At church today, I got a key for the next knitting night this Wednesday. One of the people who was there last week can't make it for the next two weeks, though, so I hope other people show up!

No Kahlua yet. Last night I felt like tea instead. Tonight my back's bothering me -- I worked out for an hour both yesterday and today, and may have overdone it -- and I took a Relafen, which I don't want to mix with alcohol. But the Kahlua will keep.

My pretty twin-leaf lace scarf is done. Time to go block it!

Monday, June 20, 2011

Go, Little Book


As of this morning, the ED Sonnets are on submission at the Bellevue Literary Press. This is a stratospherically prestigious market -- the Knopf of medical humanities -- and the sonnet sequence is an odd, and oddly shaped, little project, so I expect this submission to be the first of many. But, as I always tell my writing students when we talk about sending out manuscripts, start at the top.

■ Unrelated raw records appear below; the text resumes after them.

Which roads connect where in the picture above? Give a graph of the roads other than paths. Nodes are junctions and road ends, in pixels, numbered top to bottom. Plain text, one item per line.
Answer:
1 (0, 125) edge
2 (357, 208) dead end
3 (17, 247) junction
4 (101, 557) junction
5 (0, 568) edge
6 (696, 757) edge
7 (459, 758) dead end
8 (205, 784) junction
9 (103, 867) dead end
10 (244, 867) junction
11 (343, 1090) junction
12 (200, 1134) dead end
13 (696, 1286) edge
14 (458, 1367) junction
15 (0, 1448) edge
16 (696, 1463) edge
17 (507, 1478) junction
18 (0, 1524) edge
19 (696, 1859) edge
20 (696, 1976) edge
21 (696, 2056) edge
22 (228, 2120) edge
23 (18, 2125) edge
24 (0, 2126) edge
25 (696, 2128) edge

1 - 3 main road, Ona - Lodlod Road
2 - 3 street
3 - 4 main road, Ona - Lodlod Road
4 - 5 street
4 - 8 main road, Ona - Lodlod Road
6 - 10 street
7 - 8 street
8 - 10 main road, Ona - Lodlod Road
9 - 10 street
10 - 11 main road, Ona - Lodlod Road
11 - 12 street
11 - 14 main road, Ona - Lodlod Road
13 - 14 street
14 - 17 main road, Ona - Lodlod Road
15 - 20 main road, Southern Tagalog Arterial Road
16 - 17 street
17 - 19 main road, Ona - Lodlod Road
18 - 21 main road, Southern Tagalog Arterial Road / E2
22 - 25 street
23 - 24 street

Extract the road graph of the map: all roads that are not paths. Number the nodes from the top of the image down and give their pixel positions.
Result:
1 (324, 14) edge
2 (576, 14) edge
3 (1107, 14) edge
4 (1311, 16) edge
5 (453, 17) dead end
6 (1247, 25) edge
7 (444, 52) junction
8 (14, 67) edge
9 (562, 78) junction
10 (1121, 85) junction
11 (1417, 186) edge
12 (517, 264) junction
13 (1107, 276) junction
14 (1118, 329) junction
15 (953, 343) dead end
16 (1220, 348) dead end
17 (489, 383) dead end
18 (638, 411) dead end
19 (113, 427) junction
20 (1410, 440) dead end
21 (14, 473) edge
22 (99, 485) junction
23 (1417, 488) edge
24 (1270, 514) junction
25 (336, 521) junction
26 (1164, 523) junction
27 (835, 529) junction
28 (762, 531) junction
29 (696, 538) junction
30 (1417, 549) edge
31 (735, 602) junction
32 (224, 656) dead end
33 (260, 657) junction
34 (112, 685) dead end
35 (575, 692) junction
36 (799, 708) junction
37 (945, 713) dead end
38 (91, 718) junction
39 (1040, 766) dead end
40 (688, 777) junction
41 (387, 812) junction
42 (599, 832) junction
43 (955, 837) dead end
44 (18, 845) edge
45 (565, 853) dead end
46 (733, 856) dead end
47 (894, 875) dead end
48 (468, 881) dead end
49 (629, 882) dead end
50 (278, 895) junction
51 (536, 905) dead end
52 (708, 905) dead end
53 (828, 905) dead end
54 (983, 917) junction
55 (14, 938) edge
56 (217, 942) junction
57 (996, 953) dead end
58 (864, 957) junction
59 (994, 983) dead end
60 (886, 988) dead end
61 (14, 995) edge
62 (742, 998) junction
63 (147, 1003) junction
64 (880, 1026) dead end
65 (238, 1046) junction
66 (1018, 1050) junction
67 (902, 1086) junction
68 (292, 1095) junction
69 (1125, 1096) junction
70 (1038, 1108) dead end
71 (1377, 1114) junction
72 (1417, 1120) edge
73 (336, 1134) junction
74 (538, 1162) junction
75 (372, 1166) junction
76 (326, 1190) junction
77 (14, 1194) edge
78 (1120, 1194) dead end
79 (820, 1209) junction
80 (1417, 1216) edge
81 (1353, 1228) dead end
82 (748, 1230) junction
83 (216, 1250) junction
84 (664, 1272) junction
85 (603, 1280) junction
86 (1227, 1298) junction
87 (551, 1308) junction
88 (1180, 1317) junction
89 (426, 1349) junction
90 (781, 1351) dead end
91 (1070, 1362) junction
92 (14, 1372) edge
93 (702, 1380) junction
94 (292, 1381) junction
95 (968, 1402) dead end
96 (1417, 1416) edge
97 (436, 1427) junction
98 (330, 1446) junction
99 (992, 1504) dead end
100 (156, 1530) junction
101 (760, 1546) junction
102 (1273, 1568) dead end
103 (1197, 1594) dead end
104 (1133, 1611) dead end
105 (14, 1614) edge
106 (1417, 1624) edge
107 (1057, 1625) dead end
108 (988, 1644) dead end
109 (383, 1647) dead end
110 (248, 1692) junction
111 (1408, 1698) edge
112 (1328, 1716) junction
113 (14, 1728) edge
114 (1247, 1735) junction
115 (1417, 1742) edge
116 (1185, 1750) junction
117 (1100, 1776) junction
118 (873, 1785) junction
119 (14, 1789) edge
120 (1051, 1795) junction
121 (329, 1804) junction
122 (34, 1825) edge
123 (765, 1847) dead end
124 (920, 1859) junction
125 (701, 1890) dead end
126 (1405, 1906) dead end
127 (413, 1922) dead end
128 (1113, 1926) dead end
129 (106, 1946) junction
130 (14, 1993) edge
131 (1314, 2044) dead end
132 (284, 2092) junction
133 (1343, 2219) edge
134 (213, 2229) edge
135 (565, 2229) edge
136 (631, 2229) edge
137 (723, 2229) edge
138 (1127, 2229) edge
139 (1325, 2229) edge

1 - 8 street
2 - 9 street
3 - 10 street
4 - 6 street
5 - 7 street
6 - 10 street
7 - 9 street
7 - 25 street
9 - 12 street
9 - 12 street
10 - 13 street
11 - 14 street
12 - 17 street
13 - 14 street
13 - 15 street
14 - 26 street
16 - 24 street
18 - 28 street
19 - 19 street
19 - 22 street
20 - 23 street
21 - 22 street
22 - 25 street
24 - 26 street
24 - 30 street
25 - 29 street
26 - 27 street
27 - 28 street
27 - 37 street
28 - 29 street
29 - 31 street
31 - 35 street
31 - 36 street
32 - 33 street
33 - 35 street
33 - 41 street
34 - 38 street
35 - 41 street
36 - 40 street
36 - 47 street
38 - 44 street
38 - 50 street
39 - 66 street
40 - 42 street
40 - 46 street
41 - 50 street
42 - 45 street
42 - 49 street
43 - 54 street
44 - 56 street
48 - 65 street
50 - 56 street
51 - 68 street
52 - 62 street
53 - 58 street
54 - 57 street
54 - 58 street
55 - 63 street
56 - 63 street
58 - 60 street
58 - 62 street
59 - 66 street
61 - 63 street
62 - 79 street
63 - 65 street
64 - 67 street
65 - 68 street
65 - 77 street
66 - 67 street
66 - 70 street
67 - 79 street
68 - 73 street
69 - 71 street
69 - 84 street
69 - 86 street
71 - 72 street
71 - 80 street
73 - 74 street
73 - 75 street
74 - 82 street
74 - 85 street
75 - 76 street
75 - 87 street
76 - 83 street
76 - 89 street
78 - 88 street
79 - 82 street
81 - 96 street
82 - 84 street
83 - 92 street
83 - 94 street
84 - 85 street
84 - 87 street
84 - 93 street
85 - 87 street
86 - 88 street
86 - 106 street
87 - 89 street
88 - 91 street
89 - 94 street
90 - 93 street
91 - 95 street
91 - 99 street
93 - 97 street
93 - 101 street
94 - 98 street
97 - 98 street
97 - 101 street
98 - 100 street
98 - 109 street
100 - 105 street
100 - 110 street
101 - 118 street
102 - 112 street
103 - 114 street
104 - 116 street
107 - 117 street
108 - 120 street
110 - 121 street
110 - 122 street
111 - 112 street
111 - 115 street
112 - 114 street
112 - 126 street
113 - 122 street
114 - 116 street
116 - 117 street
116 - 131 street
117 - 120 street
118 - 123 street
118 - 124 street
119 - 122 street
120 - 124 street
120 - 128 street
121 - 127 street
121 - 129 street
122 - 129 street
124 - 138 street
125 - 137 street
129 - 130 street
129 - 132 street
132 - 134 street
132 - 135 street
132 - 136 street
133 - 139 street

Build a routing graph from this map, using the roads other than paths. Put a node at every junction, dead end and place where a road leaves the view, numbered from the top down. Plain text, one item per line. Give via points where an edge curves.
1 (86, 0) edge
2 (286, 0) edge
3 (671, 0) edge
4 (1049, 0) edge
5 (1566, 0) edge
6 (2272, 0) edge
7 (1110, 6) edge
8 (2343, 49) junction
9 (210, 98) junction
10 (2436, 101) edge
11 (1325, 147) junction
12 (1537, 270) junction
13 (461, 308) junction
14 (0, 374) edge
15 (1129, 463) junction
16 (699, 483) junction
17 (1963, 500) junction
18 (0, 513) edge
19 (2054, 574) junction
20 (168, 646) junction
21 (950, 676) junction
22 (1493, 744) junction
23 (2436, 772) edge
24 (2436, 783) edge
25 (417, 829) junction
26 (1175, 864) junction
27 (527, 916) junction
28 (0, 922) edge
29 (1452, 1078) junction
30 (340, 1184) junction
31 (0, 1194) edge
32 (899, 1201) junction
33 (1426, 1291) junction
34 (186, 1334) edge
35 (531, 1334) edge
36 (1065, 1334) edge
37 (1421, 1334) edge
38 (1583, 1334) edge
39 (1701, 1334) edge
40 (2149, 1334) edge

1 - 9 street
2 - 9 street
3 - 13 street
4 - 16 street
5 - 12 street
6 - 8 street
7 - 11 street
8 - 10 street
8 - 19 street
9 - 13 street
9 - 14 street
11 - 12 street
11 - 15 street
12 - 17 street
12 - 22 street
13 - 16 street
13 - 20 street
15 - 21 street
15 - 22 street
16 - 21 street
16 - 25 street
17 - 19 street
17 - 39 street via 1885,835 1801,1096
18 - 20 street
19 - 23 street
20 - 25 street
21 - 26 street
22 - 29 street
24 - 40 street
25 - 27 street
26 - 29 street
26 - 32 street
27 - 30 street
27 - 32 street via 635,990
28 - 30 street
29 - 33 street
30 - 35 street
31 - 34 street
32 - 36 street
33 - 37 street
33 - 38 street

Gary thinks very highly of the sequence, and he's invariably a better judge of how my work will strike readers than I am, so that bodes well. (And no, he doesn't automatically praise my stuff just because he's my husband. I've learned over the years that if he says a given piece of writing doesn't work, none of the editors I send it to will think it works, either. This is both slightly galling and really useful.)

BLP says their response time is four to six weeks, which is both unusually fast and a small enough window that it will be difficult for me not to obsess the entire time. But it's not like I don't have other things to keep me busy, so I'm going to try not to think about it.

And on that note, back to work on the novel.

Thursday, June 16, 2011

Getting There


I'm now just past the 20,000-word mark on the manuscript, which means -- if all goes well -- that the new draft's roughly one-fifth done.

What I have so far is pretty uneven, but I still like it better than the old version.

After this chapter, I'll have to produce much more entirely new material, and won't be able to recycle as much from the old draft. So I'll probably be slowing down. But as long as I keep getting something done each day, I'll be happy.

Monday, June 13, 2011

Bits and Pieces


In no particular order:

* I've been making small but steady daily progress on the new draft.

* We had a lovely dinner tonight with a friend of mine from the hospital, an RN, and her husband. They have comp credits at one of the local casinos and treated us to a splendid meal at a fancy steakhouse there. Yum! It was really fun, and we hope to reciprocate by having them over here for dinner soon.

* On the way home, we stopped at Home Depot so Gary could buy various home-improvement items. While I waited for him, I started wondering if any hardware could be converted to knitting use. And, indeed, it turns out that o-rings used for plumbing repair are perfect stitch markers (although I'm not sure they're much less expensive than the stitch markers sold by knitting suppliers, which are already very reasonable).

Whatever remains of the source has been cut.